I reported it to the police. I told them everything that happened and the only things they asked me were, "what were you wearing? Did you have anything to drink? Why were you walking alone at 2 am? Had you ever met him before? Did you ever go on a date with him? Are you sure that it was him?"

They asked me those questions over and over and over again. They took pictures of my injuries, poked and prodded by body like I was the frog they dissected in high school, and made me repeat what happened to ten different officers.

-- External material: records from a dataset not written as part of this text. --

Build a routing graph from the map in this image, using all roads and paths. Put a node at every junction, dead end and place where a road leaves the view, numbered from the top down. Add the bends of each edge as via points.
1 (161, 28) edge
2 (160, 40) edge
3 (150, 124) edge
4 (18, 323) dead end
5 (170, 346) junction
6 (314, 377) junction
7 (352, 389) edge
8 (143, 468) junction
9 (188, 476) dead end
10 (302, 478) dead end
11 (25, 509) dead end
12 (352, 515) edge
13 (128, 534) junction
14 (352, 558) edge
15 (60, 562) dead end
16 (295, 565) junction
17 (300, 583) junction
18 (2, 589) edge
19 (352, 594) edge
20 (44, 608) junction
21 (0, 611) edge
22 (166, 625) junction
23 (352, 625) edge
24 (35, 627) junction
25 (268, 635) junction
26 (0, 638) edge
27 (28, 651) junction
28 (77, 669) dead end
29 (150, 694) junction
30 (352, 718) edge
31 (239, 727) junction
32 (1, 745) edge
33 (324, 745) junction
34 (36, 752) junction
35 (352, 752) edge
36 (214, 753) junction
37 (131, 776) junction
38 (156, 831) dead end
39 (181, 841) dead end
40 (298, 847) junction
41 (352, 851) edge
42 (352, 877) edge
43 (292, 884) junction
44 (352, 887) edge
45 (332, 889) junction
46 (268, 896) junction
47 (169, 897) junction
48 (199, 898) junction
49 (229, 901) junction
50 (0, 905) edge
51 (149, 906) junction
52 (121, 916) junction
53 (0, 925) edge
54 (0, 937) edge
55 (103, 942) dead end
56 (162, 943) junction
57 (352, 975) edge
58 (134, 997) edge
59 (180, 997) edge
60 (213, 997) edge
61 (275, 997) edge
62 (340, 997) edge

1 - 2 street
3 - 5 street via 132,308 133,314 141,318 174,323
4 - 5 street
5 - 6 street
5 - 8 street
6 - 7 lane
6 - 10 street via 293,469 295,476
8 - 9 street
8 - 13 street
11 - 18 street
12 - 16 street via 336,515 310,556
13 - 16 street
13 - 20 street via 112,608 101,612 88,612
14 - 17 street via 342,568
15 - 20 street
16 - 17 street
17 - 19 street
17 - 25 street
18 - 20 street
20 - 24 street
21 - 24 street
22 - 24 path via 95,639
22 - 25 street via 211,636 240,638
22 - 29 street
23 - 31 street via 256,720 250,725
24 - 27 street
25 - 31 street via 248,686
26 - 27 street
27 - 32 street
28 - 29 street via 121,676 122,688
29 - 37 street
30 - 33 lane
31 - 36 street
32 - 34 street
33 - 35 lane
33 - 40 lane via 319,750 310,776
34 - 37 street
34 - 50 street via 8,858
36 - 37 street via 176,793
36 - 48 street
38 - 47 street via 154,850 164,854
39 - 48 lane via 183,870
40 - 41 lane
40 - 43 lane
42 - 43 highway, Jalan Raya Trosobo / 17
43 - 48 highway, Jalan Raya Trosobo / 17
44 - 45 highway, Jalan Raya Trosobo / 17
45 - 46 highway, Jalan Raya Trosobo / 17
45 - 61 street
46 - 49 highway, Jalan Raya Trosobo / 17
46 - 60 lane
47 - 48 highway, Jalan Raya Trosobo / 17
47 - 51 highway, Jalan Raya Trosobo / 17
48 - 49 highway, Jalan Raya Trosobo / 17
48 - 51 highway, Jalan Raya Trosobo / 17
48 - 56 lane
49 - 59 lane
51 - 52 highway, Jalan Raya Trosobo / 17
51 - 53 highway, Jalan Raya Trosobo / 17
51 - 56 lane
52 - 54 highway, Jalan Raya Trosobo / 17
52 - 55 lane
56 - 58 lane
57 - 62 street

But even after all of that, nothing happened. The bastard who did that to me got to walk away with barely a slap on the wrists. The school didn't even suspend him.

Everyone on campus knew what happened to me but took his side and called me a slut. My boyfriend broke up with me because any time he would touch me I would freak out. I barely spoke to my family because I didn't want them to know what happened. I dropped out of school shortly after.

My heart is racing and I can't catch my breath. Every muscle in my body is stiff and I can't move. I feel the tears rolling down my cheeks and I know I'm sobbing but I can't stop myself. It was too much, the coffee shop and the kiss, it triggered something inside that I thought I had locked away.

I wake up with my knees pressed against my chest on the floor. I don't even remember falling asleep last night. I must have passed out because I was hyperventilating so badly during my panic attack. I stretch out my sore joints before I stand up.

I check my phone and see that it's 8 am. I groan, tossing my phone on the bed and go into the bathroom. I flip the light on and look at my reflection in the mirror. Dark circles rim my eyes and my cheeks are stained with dried up tears. My hair is knotted and my chest is red from me scratching myself during my panic attack.

God, I haven't had a true panic attack in almost three years. My last one was the night before I met Jerry Robinson for the first time. I thought I saw my assailant at the grocery store and it sent me into a spiral.

I shake my head and turn on the shower to the hottest setting. My skin is covered with dried sweat and tears and I need to get clean. I peel off my clothes from last night and step into the scalding hot shower. I wash my hair and my body, finally allowing myself to relax and move past last night.